**Task prompt:**
Scan the data below and state the number of lines that include the word "into", adding no comment.

**Given records:**

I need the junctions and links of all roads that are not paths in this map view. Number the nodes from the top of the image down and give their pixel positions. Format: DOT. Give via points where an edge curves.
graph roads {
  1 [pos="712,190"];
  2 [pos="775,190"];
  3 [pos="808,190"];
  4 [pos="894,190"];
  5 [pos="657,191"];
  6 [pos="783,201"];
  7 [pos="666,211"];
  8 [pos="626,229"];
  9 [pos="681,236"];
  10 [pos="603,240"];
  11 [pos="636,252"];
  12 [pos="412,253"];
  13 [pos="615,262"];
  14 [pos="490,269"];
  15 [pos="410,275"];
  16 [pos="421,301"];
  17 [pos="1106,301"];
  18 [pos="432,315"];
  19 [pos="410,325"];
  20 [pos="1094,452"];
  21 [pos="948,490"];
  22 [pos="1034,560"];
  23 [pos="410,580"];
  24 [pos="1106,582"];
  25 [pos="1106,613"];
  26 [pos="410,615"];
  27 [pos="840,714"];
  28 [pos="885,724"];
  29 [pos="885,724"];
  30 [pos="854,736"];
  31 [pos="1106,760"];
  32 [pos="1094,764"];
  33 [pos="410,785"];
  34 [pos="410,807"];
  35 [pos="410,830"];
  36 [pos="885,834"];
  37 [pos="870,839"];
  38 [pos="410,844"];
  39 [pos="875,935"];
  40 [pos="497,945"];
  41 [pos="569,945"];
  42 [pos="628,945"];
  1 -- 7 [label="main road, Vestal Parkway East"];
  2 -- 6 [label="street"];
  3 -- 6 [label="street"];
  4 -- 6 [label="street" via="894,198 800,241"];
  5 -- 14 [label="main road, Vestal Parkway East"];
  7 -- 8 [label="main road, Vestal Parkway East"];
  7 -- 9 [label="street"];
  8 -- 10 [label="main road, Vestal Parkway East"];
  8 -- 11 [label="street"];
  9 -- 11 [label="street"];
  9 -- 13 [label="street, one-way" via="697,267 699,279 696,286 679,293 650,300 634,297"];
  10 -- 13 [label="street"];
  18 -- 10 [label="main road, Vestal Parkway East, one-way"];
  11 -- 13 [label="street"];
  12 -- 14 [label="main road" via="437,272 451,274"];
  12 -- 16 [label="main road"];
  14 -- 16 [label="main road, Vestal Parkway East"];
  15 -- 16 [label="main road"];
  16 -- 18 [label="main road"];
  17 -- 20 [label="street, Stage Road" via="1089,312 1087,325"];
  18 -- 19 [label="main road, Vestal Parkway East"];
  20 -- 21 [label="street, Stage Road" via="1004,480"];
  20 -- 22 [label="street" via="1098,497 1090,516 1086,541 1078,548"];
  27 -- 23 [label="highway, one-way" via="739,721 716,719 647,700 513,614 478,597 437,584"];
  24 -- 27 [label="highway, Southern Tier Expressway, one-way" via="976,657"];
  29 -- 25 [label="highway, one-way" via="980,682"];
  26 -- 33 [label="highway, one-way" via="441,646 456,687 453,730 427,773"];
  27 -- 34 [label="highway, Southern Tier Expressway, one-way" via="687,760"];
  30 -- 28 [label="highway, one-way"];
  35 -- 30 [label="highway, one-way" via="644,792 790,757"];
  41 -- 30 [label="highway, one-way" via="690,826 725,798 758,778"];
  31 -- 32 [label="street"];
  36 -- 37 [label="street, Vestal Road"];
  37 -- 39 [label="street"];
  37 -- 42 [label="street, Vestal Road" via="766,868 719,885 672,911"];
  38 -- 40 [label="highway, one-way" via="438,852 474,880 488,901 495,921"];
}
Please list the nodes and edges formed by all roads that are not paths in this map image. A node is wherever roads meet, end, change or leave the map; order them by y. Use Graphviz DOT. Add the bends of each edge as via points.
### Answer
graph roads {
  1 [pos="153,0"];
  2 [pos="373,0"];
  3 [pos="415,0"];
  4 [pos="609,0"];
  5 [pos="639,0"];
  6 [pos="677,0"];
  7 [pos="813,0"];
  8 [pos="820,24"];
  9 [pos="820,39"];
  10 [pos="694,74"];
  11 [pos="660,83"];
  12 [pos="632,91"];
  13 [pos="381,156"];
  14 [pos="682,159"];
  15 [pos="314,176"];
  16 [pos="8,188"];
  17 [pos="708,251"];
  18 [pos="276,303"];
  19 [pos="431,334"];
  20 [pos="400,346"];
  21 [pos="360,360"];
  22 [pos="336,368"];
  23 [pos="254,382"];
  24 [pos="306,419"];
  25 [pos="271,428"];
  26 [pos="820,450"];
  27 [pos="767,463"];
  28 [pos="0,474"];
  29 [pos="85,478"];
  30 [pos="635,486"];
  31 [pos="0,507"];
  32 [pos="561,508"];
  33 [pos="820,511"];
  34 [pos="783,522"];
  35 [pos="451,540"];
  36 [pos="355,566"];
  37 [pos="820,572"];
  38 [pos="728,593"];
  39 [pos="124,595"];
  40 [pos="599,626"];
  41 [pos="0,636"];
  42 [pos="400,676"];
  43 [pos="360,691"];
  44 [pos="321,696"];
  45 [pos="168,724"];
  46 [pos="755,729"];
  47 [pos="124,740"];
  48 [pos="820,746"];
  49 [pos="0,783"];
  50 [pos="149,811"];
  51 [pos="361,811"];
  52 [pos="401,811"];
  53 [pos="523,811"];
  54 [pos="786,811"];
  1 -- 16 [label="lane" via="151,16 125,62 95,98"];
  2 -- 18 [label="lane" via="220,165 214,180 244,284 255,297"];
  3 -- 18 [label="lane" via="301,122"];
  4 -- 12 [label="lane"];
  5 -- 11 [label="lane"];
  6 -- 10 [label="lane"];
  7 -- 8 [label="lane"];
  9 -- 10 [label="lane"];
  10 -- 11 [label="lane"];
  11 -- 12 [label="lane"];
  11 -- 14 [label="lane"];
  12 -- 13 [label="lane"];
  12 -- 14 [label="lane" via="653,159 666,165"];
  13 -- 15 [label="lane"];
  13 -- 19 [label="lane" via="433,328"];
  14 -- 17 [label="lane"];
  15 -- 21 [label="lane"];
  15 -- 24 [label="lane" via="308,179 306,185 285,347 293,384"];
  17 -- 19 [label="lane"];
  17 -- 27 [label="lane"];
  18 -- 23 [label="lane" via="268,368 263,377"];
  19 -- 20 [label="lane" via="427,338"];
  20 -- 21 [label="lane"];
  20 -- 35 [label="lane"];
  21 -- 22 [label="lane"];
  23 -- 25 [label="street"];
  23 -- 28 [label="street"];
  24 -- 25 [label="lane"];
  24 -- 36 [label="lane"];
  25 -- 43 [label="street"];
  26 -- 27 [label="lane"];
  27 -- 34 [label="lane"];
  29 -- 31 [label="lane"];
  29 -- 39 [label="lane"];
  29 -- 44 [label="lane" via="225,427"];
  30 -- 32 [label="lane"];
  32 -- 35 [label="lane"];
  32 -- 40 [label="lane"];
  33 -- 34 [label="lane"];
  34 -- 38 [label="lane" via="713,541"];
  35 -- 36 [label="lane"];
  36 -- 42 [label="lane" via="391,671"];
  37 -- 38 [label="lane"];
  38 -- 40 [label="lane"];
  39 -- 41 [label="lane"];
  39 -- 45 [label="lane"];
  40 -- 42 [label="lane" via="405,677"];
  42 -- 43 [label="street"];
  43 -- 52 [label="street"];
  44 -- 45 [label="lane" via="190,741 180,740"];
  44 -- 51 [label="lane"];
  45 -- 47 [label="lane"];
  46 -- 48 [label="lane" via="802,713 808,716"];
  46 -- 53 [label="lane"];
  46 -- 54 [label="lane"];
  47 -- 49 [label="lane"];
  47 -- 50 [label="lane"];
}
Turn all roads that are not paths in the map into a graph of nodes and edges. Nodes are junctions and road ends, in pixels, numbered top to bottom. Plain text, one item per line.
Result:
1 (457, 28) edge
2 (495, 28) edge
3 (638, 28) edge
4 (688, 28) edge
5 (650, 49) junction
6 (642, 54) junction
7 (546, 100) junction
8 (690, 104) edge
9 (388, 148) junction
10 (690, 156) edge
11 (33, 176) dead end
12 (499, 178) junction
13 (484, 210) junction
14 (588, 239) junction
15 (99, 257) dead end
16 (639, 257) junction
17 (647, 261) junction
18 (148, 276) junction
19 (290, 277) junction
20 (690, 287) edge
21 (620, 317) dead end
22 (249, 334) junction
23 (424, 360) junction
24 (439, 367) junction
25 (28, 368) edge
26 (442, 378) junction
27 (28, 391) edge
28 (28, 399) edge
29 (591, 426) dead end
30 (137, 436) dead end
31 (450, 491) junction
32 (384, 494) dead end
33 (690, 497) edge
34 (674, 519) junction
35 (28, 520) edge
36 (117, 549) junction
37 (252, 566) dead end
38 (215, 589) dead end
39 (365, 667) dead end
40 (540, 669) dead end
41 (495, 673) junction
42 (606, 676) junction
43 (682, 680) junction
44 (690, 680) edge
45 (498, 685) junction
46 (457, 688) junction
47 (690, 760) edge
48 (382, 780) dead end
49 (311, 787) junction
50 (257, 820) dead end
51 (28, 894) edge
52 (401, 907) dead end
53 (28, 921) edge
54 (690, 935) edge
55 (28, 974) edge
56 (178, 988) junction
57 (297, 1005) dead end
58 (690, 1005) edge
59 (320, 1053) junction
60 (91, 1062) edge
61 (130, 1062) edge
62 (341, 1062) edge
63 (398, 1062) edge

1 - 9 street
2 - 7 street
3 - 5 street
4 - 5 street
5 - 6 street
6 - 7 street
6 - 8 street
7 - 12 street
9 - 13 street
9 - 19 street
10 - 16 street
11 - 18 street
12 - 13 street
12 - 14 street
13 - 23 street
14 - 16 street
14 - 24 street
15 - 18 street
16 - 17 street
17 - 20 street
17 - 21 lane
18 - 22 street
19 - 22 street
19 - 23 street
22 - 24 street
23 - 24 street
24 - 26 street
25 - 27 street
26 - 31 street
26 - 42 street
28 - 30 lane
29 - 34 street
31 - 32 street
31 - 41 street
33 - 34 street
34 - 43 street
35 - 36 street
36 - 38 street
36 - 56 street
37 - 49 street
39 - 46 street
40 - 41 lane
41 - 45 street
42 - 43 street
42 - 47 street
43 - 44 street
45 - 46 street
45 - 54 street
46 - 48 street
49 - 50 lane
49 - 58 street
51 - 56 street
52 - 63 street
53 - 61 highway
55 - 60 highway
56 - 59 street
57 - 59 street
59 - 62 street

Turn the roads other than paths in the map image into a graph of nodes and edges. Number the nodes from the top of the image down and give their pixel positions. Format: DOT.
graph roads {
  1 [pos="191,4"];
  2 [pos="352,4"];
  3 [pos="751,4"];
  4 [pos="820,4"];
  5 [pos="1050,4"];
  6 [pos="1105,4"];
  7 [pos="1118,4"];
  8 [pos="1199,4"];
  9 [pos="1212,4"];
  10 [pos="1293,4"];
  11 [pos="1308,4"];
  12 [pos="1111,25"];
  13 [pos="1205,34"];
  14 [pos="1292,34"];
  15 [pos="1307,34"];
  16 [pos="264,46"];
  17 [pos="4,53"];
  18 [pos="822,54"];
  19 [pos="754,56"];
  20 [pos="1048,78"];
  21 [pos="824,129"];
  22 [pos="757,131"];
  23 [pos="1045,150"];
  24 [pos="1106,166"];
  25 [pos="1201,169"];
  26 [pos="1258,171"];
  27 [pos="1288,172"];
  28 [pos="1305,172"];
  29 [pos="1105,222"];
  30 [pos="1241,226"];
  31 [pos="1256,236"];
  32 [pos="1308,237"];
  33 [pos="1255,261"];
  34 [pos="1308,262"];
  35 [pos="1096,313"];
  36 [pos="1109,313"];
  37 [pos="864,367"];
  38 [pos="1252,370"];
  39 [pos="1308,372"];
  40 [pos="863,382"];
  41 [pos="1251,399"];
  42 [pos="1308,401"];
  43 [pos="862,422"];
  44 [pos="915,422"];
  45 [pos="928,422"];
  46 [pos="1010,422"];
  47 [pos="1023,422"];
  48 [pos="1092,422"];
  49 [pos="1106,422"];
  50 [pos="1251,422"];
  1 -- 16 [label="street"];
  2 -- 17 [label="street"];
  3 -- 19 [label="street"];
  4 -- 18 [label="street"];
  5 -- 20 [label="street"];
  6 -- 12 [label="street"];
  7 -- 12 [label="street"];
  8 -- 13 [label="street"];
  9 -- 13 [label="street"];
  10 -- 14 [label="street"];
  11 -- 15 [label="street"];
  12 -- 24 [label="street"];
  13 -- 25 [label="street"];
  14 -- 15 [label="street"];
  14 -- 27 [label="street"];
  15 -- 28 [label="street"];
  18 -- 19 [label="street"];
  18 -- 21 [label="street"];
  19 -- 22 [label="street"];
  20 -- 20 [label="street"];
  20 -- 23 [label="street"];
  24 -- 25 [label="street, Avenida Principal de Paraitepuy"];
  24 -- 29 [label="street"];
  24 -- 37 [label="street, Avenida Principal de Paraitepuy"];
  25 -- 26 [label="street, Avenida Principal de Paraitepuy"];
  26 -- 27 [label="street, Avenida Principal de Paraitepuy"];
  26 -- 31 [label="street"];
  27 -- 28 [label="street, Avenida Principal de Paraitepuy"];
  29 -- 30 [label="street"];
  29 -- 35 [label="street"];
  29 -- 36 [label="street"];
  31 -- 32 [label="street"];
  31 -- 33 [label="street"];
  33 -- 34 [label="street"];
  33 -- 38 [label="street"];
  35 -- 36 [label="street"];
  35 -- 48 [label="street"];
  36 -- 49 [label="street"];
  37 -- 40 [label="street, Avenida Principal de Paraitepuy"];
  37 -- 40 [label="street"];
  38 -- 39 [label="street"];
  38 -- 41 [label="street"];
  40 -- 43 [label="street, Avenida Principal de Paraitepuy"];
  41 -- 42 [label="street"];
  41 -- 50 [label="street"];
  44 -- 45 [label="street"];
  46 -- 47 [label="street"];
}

**Result below:**
2